== Segment start ==

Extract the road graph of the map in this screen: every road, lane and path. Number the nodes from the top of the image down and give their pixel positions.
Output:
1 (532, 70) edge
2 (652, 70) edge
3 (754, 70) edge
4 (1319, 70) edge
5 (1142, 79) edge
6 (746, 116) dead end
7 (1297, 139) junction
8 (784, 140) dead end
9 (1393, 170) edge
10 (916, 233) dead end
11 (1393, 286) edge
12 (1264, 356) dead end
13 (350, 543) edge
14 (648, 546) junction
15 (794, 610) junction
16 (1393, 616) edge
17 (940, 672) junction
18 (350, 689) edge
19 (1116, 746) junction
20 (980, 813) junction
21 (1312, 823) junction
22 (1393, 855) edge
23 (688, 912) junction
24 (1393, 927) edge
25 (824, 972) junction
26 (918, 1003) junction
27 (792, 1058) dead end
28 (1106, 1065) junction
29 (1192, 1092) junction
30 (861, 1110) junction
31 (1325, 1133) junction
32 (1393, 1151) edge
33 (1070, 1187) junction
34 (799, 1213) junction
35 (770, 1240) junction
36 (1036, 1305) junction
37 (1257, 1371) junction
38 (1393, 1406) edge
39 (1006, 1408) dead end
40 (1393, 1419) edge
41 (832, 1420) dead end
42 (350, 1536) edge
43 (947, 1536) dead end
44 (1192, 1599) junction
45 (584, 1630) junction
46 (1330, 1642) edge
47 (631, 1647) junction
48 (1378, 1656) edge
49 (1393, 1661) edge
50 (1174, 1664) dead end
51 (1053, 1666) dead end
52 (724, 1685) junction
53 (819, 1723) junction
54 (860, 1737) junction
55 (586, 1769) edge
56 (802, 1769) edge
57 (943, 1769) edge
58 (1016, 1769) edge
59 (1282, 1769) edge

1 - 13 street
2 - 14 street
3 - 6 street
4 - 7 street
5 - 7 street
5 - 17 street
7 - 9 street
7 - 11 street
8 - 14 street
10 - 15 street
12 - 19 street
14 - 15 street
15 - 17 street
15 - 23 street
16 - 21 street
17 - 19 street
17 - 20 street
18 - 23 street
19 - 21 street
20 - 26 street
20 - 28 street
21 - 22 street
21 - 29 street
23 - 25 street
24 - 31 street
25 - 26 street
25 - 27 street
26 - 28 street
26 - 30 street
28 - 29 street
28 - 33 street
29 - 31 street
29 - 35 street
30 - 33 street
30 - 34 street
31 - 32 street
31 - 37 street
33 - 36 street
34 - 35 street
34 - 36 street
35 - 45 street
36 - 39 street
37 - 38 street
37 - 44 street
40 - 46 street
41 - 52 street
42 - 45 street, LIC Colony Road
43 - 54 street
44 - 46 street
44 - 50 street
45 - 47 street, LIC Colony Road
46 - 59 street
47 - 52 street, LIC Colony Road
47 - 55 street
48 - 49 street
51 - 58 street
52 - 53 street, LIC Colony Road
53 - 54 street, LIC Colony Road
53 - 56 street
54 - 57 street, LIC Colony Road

== Segment end ==

▶ [Action item]
Output the data above without altering a line.

▶ [Response box]
Extract the road graph of the map in this screen: every road, lane and path. Number the nodes from the top of the image down and give their pixel positions.
Output:
1 (532, 70) edge
2 (652, 70) edge
3 (754, 70) edge
4 (1319, 70) edge
5 (1142, 79) edge
6 (746, 116) dead end
7 (1297, 139) junction
8 (784, 140) dead end
9 (1393, 170) edge
10 (916, 233) dead end
11 (1393, 286) edge
12 (1264, 356) dead end
13 (350, 543) edge
14 (648, 546) junction
15 (794, 610) junction
16 (1393, 616) edge
17 (940, 672) junction
18 (350, 689) edge
19 (1116, 746) junction
20 (980, 813) junction
21 (1312, 823) junction
22 (1393, 855) edge
23 (688, 912) junction
24 (1393, 927) edge
25 (824, 972) junction
26 (918, 1003) junction
27 (792, 1058) dead end
28 (1106, 1065) junction
29 (1192, 1092) junction
30 (861, 1110) junction
31 (1325, 1133) junction
32 (1393, 1151) edge
33 (1070, 1187) junction
34 (799, 1213) junction
35 (770, 1240) junction
36 (1036, 1305) junction
37 (1257, 1371) junction
38 (1393, 1406) edge
39 (1006, 1408) dead end
40 (1393, 1419) edge
41 (832, 1420) dead end
42 (350, 1536) edge
43 (947, 1536) dead end
44 (1192, 1599) junction
45 (584, 1630) junction
46 (1330, 1642) edge
47 (631, 1647) junction
48 (1378, 1656) edge
49 (1393, 1661) edge
50 (1174, 1664) dead end
51 (1053, 1666) dead end
52 (724, 1685) junction
53 (819, 1723) junction
54 (860, 1737) junction
55 (586, 1769) edge
56 (802, 1769) edge
57 (943, 1769) edge
58 (1016, 1769) edge
59 (1282, 1769) edge

1 - 13 street
2 - 14 street
3 - 6 street
4 - 7 street
5 - 7 street
5 - 17 street
7 - 9 street
7 - 11 street
8 - 14 street
10 - 15 street
12 - 19 street
14 - 15 street
15 - 17 street
15 - 23 street
16 - 21 street
17 - 19 street
17 - 20 street
18 - 23 street
19 - 21 street
20 - 26 street
20 - 28 street
21 - 22 street
21 - 29 street
23 - 25 street
24 - 31 street
25 - 26 street
25 - 27 street
26 - 28 street
26 - 30 street
28 - 29 street
28 - 33 street
29 - 31 street
29 - 35 street
30 - 33 street
30 - 34 street
31 - 32 street
31 - 37 street
33 - 36 street
34 - 35 street
34 - 36 street
35 - 45 street
36 - 39 street
37 - 38 street
37 - 44 street
40 - 46 street
41 - 52 street
42 - 45 street, LIC Colony Road
43 - 54 street
44 - 46 street
44 - 50 street
45 - 47 street, LIC Colony Road
46 - 59 street
47 - 52 street, LIC Colony Road
47 - 55 street
48 - 49 street
51 - 58 street
52 - 53 street, LIC Colony Road
53 - 54 street, LIC Colony Road
53 - 56 street
54 - 57 street, LIC Colony Road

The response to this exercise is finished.